I did find this...
https://www.thejournal.ie/factcheck-pcr-tests-irish-video-5304097-Dec2020/
“You get a lot of false positives because you start to identify things that are nothing to do with the current infection,” Dr Carroll said. “It might be fragments of DNA from other coronaviruses.” This happens because the original sample is amplified “through too many cycles”, he added.
Dr Carroll, who has a master’s degree in public health medicine, says that a positive PCR test does not correspond to an active case of Covid-19.
Experts in PCR contacted by TheJournal.ie viewed the 97% figure for false positives as a misunderstanding.

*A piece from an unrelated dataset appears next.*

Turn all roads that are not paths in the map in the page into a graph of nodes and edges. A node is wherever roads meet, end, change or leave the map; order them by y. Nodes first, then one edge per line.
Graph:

“This is not true. This demonstrates a clear misunderstanding of the PCR primers,” says Michael Mina, a professor at the Harvard T.H. Chan School of Public Health.

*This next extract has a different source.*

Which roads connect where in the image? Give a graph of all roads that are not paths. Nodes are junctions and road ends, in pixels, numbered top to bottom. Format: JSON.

Primers are the reason why the PCR test for SARS-CoV-2 will only pick up that specific virus and not any other coronaviruses.
“When setting up a PCR test, you need to know what you are looking for, otherwise you won’t amplify anything,” says Dr Cillian De Gascun, director of the National Virus Reference Laboratory in UCD.
Verdict
The video is wrong that the PCR test for SARS-CoV-2 gives a false positive rate of 97%. Also, PCR tests do not wrongly confuse genetic material from other viruses with SARS-CoV-2.
The scientific consensus is that PCR tests are the best option for public health screening right now.
Dr Cillian de Gascun of the National Virus Reference Laboratory in UCD says the actual false positive rate is between 0.1% and 0.2%.
As a result, we rate the claim that PCR tests have a 97% false positive rate as FALSE.
As per our verdict guide, this means: The claim is inaccurate.